Puis vient la note du 27 septembre : « 13 h. 20 le Führer consent à ce que l’on fasse avancer la première vague d’assaut jusqu’à une ligne d’où elle pourrait s’élancer vers la zone de rassemblement, le 30 septembre. »
Cet ordre, mentionné par le général Jodl, est aussi relaté par le fidèle Schmundt, article 33, page 57 de son dossier. Je le lirai dans son texte intégral. C’est l’ordre qui a amené l’armée nazie au tremplin de départ de son agression brutale et non provoquée.
« 28 septembre 1938 – Absolument confidentiel – Mémoire. – À 13 heures, le 27 septembre, le Führer et Commandant suprême de l’Armée a donné l’ordre aux unités d’assaut de quitter leurs zones de manoeuvres pour se rendre à leur bases de départ.

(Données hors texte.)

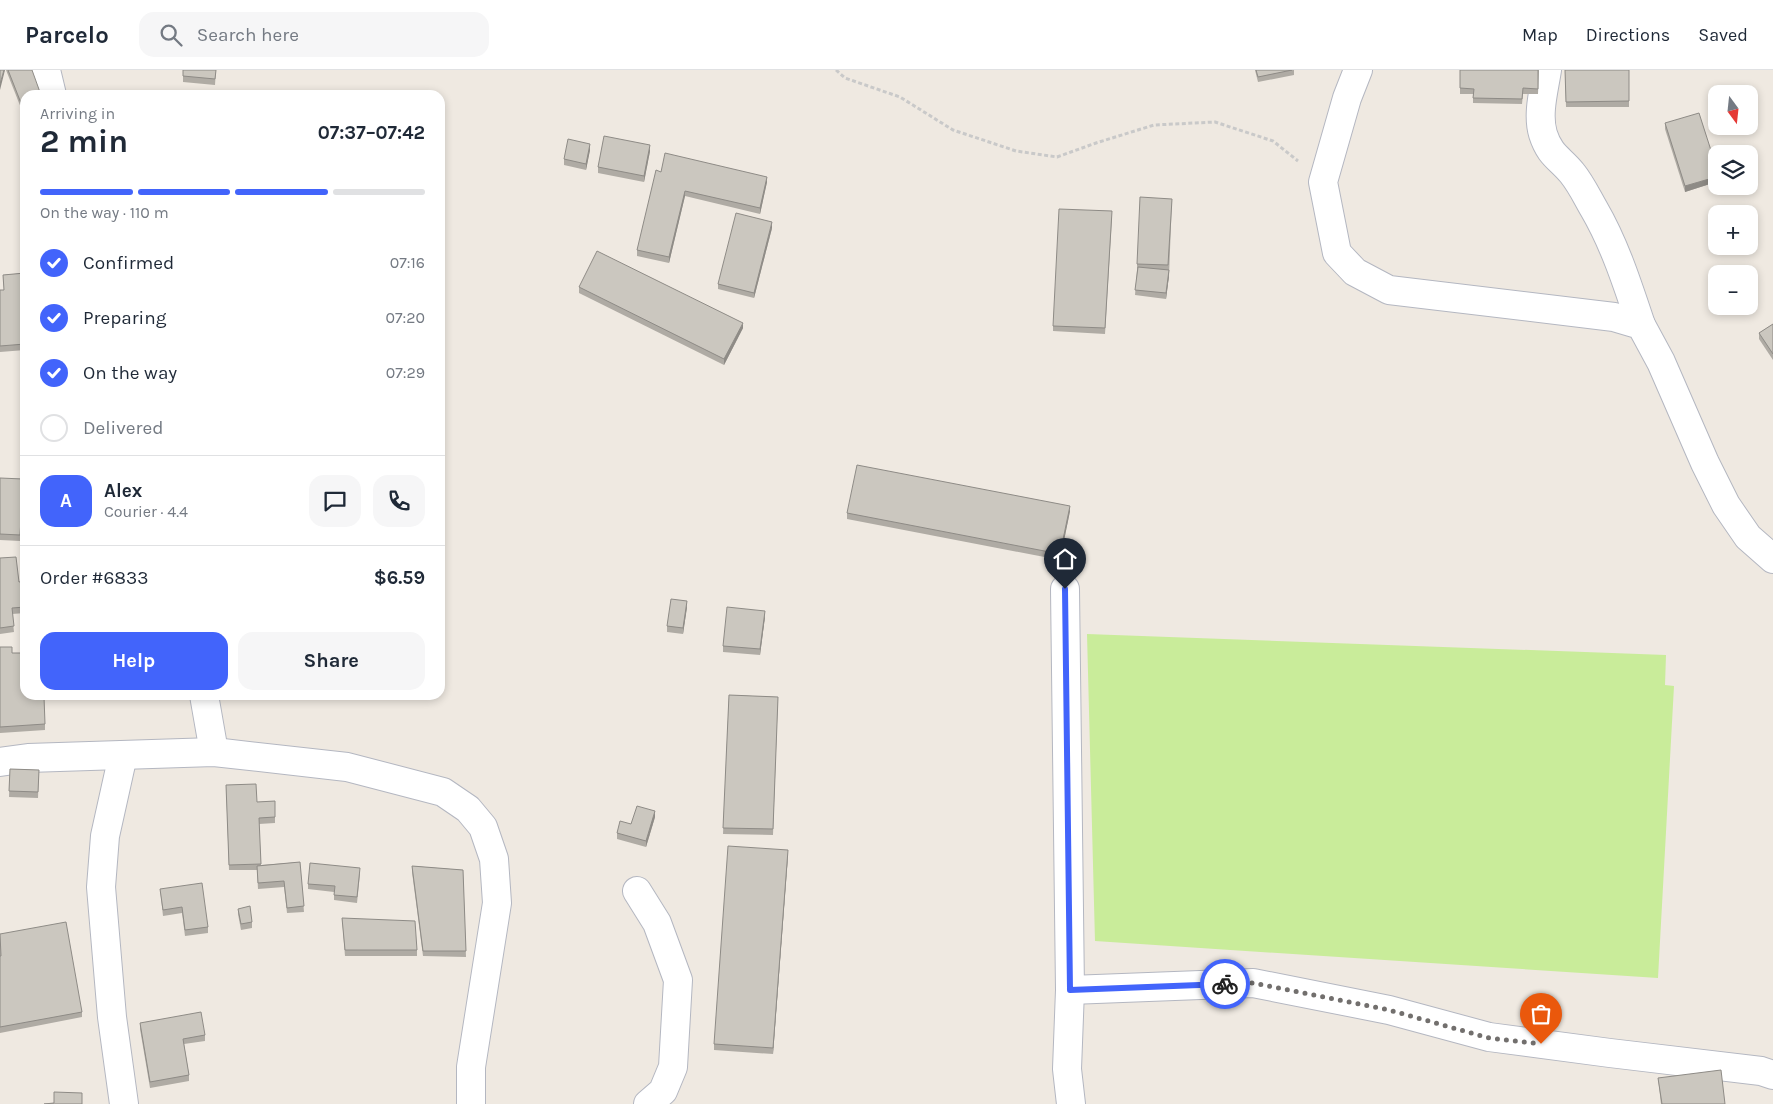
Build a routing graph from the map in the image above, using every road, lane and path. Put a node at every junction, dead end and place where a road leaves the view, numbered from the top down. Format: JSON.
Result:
{"nodes":[{"id":1,"x":46,"y":70,"type":"edge"},
{"id":2,"x":836,"y":70,"type":"edge"},
{"id":3,"x":1358,"y":70,"type":"edge"},
{"id":4,"x":1547,"y":70,"type":"edge"},
{"id":5,"x":51,"y":90,"type":"edge"},
{"id":6,"x":1323,"y":182,"type":"junction"},
{"id":7,"x":1641,"y":325,"type":"junction"},
{"id":8,"x":1773,"y":559,"type":"edge"},
{"id":9,"x":1065,"y":589,"type":"dead end"},
{"id":10,"x":205,"y":700,"type":"edge"},
{"id":11,"x":214,"y":752,"type":"junction"},
{"id":12,"x":122,"y":755,"type":"junction"},
{"id":13,"x":0,"y":762,"type":"edge"},
{"id":14,"x":637,"y":891,"type":"dead end"},
{"id":15,"x":1070,"y":990,"type":"junction"},
{"id":16,"x":1773,"y":1075,"type":"edge"},
{"id":17,"x":124,"y":1104,"type":"edge"},
{"id":18,"x":471,"y":1104,"type":"edge"},
{"id":19,"x":648,"y":1104,"type":"edge"},
{"id":20,"x":1070,"y":1104,"type":"edge"}],
"edges":[{"from":1,"to":5,"type":"street"},
{"from":2,"to":6,"type":"path"},
{"from":3,"to":6,"type":"street"},
{"from":4,"to":7,"type":"street"},
{"from":6,"to":7,"type":"street"},
{"from":7,"to":8,"type":"street"},
{"from":9,"to":15,"type":"street"},
{"from":10,"to":11,"type":"street"},
{"from":11,"to":12,"type":"street"},
{"from":11,"to":18,"type":"street"},
{"from":12,"to":13,"type":"street"},
{"from":12,"to":17,"type":"street"},
{"from":14,"to":19,"type":"street"},
{"from":15,"to":16,"type":"street"},
{"from":15,"to":20,"type":"street"}]}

« Les unités d’assaut (environ 21 régiments renforcés ou 7 divisions), doivent être prêtes à entrer en action contre "Grün" le 30 septembre, la décision ayant été prise un jour avant, à 12 heures.
« Cet ordre a été transmis au général Keitel à 13 h. 20 par le commandant Schmundt. (Note au crayon de Schmundt.) »
Laissant l’armée nazie sur sa position stratégique aux frontières tchécoslovaques, revenons un moment en arrière pour examiner une autre phase de l’agression contre les Tchèques. Les préparatifs militaires pour l’action contre la Tchécoslovaquie n’avaient pas été faits dans le vide. Ils avaient été précédés d’une campagne habilement conçue destinée à provoquer des actes de désobéissance civile dans l’État tchécoslovaque. Utilisant les techniques qu’ils avaient déjà mises au point au cours de leurs aventures clandestines et concertées, les conspirateurs nazis se servirent pendant plus d’un an, de l’argent, de la propagande et de la contrainte pour miner la Tchécoslovaquie. Dans ce programme, les nazis limitèrent leurs efforts aux personnes de descendance germanique vivant dans le pays des Sudètes, région montagneuse limitrophe de la Bohême, de la Moravie, au nord-ouest et au sud.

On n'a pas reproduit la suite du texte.